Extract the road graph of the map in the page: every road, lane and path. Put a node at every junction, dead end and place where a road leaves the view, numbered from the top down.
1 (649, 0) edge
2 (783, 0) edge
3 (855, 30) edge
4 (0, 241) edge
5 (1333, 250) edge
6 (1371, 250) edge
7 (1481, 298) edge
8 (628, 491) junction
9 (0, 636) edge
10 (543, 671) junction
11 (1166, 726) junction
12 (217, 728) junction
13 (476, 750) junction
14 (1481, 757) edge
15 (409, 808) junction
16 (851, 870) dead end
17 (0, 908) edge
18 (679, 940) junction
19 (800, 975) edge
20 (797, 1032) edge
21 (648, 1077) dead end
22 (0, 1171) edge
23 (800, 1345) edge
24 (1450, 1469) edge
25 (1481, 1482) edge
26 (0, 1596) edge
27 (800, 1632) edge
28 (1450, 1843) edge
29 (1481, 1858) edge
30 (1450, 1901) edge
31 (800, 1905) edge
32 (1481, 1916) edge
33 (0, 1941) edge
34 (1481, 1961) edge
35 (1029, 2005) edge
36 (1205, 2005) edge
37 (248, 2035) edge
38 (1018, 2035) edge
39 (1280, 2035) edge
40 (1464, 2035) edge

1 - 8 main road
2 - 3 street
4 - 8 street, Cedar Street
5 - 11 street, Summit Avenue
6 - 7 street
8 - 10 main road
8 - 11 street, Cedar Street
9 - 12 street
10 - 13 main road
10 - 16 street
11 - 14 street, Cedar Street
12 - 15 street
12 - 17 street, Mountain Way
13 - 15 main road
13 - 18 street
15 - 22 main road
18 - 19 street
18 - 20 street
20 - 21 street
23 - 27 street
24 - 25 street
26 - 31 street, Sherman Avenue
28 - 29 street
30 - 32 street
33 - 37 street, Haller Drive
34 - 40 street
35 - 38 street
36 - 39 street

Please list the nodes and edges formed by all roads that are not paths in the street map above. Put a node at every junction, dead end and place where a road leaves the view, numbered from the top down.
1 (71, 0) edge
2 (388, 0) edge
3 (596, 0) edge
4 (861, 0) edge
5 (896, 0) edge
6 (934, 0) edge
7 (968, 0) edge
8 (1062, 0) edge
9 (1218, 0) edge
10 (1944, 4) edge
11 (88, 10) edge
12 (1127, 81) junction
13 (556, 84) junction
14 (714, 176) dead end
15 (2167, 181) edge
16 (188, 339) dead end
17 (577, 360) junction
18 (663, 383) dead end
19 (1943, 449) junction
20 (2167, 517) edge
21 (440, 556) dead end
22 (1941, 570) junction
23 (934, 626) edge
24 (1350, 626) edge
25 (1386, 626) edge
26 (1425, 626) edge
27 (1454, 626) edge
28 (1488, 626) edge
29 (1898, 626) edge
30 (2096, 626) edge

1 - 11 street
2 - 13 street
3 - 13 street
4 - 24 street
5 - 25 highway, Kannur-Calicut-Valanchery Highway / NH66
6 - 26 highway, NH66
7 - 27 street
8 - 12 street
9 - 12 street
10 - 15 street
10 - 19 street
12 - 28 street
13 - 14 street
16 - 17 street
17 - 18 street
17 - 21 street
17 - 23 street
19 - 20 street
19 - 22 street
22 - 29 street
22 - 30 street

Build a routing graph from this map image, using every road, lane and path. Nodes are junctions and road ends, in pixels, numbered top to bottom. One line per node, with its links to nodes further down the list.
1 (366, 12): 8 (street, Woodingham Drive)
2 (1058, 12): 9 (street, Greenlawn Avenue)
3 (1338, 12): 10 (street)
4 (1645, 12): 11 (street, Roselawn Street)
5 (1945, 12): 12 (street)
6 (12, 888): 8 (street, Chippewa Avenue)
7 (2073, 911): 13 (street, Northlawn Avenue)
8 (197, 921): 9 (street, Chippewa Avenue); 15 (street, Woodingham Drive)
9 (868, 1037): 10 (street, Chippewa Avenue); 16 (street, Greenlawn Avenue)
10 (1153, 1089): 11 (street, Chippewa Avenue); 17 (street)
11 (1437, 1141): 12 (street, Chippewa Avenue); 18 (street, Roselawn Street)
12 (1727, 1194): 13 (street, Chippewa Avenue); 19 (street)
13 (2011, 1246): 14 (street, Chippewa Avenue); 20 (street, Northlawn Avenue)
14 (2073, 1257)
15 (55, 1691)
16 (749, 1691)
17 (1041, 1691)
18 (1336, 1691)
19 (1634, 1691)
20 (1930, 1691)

====

*TASK OBJECTIVE*: Filter the entries down to the lines holding the string "Northlawn". Copy each of those lines.

*OUTPUT OF THE TASK*:
7 (2073, 911): 13 (street, Northlawn Avenue)
13 (2011, 1246): 14 (street, Chippewa Avenue); 20 (street, Northlawn Avenue)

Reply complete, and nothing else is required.